Leaving India

My last day in India has been spent around the Jangli Maharaj Road or Revenue Colony area of Pune. It’s a student area full of colleges, it has an old sunken temple carved from stone as if it were scraped from the very ground, there are vegetarian restaurants nestling across the road from McDonald’s where the students are getting a taste for Silicon Valley cuisine, the usual haphazard Indian streets where motorcycle seats are re-covered, sugar cane juice is sold and men stand chewing kat talking tough about Pakistan, how India is a tiger and the future is bright.

I am not too happy to leave, but it is time. I haven’t written an entry in my online diary for a month now because I lost my separation from India.
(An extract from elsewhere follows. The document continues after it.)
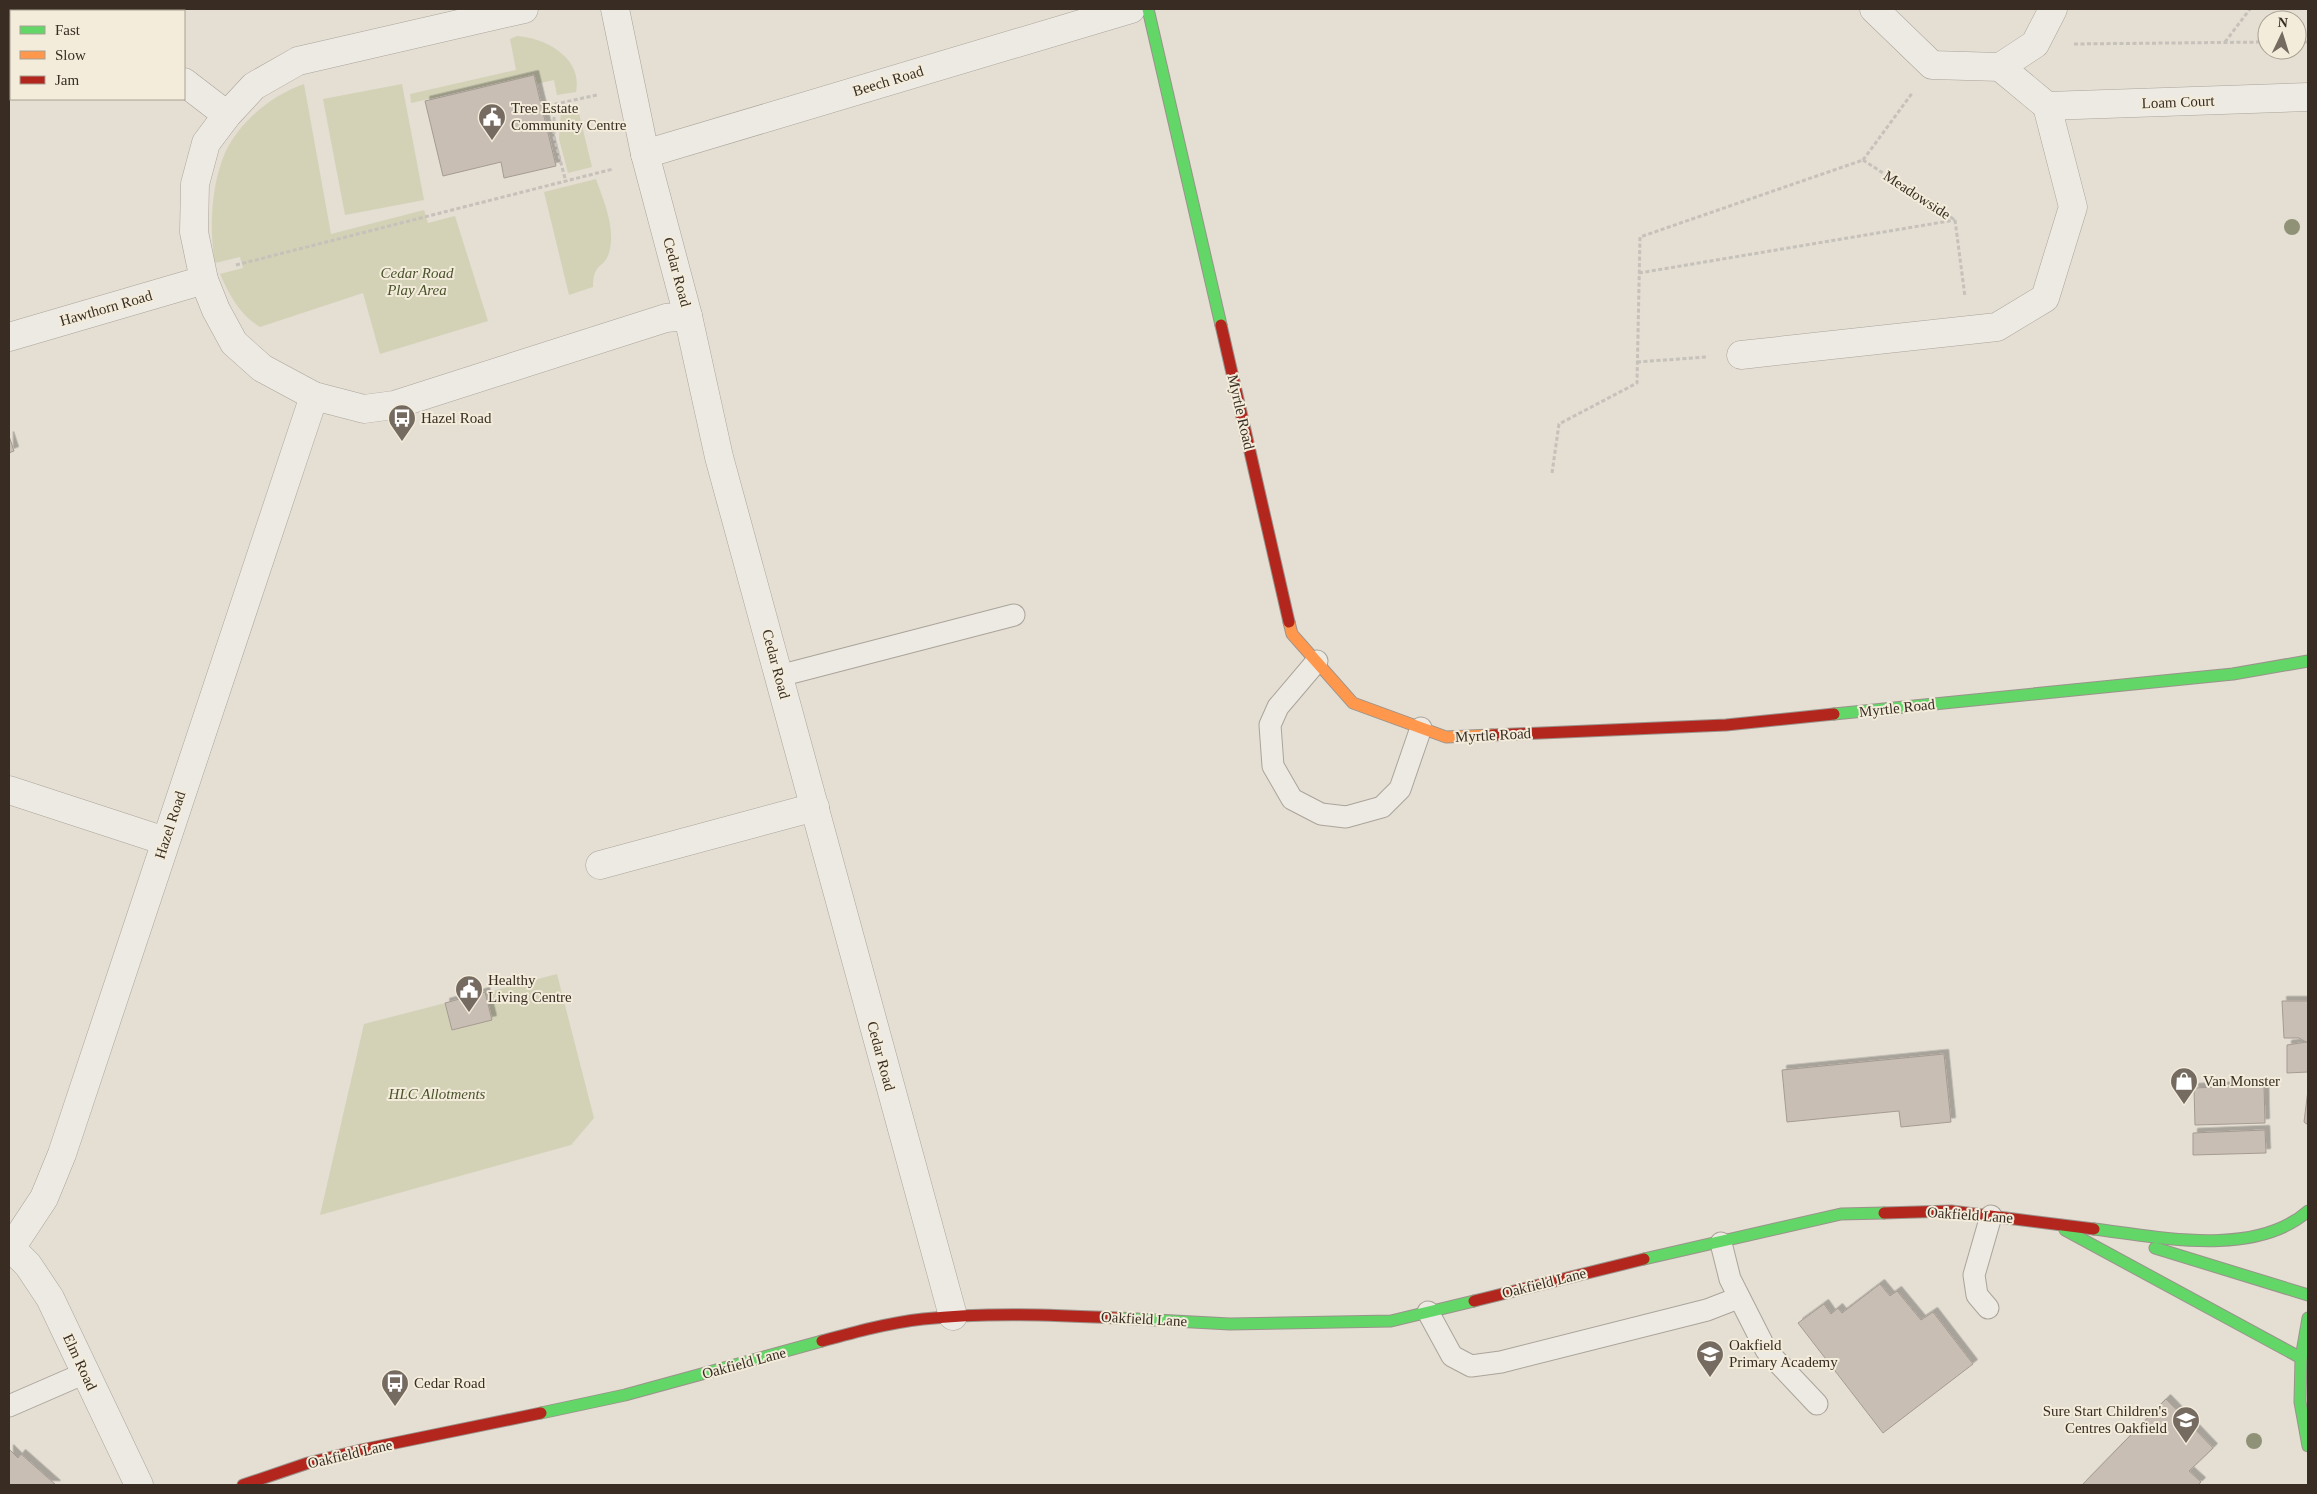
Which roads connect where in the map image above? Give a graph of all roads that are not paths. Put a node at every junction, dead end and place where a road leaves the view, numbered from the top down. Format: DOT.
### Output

In the beginning I was writing about a play, after a while I found myself a part of it, I’m not trying to be cool there, it’s just that I tend to leave my purpose hanging on a peg and pick it up when I leave the building, forget to be objective and wake up in the mud singing with the other 1 Billion.

However, I was a little pissed off when I got to the hotel I was staying at in Pune (The Bhooshan) because they told me I had booked the wrong night. Now I know how to use a calendar on an Internet booking site and what made it more fishy is that they started insisting on my paying another night instead of just shifting the booking. I gave them the hairdryer and they caved, suddenly smiling sweetly with soothing words. They did however, as an afterthought, add the 10% luxury tax that in theory should have been included in the online price.

However, this grumpiness transferred itself to my wanderings around Pune so that my normally jovial reaction to pushing and shoving, beeping horns and giggling schoolkids that think that long hair is a gender issue, was not a good one. I caught myself mid scowl and remembered where I was. India is a place where people move in disquieted herds, push in without eye contact to avoid confrontation, put up with the heat like animals at a waterhole, this place is colourful, surprising and alive in a way that a (who is that American painter who just sloshed the paint about) is.

Things are changing though and it could have a marked effect on little old Europe. Someone pointed out that the Stringent UK immigration laws are already leaving hospitals short of staff, but what happens when India becomes a place to move back to; all of the Surgeons, Dentists, Doctors, Engineers, all of the jobs that we turned our noses up in favour of taking fine art and drama will suddenly be empty, people will head back to the brave new India where the streets are starting to look shinier than those of London, where you can have good weather all year around (Pune) with the sun and sea that we exported as a concept has taken root in Goa, the locals now enjoy sun and sand and too much beer as if they read the manual updside down.

Anyhow I cheered up, I started to sing Noel Coward songs, or the bits of them I knew, I popped into a building and chatted with the guard about how old the colonial building he was guarding is (didn’t know), what purpose does it serve (Pune’s Met Office, the clue was in the neon sign outside that gave the high and low for the day, the high was 33.5 yet it felt cooler with a sea breeze). I jauntily passed people by greeting them as if I were dressed in a linen suit and was off to meet Holly Go Lightly, the fug lifted from my shoulders and I was carried by the lack of weight though the litter and the stones that are smeared in grime, paint, spit, rivers of blood and the very soup that carries every seed.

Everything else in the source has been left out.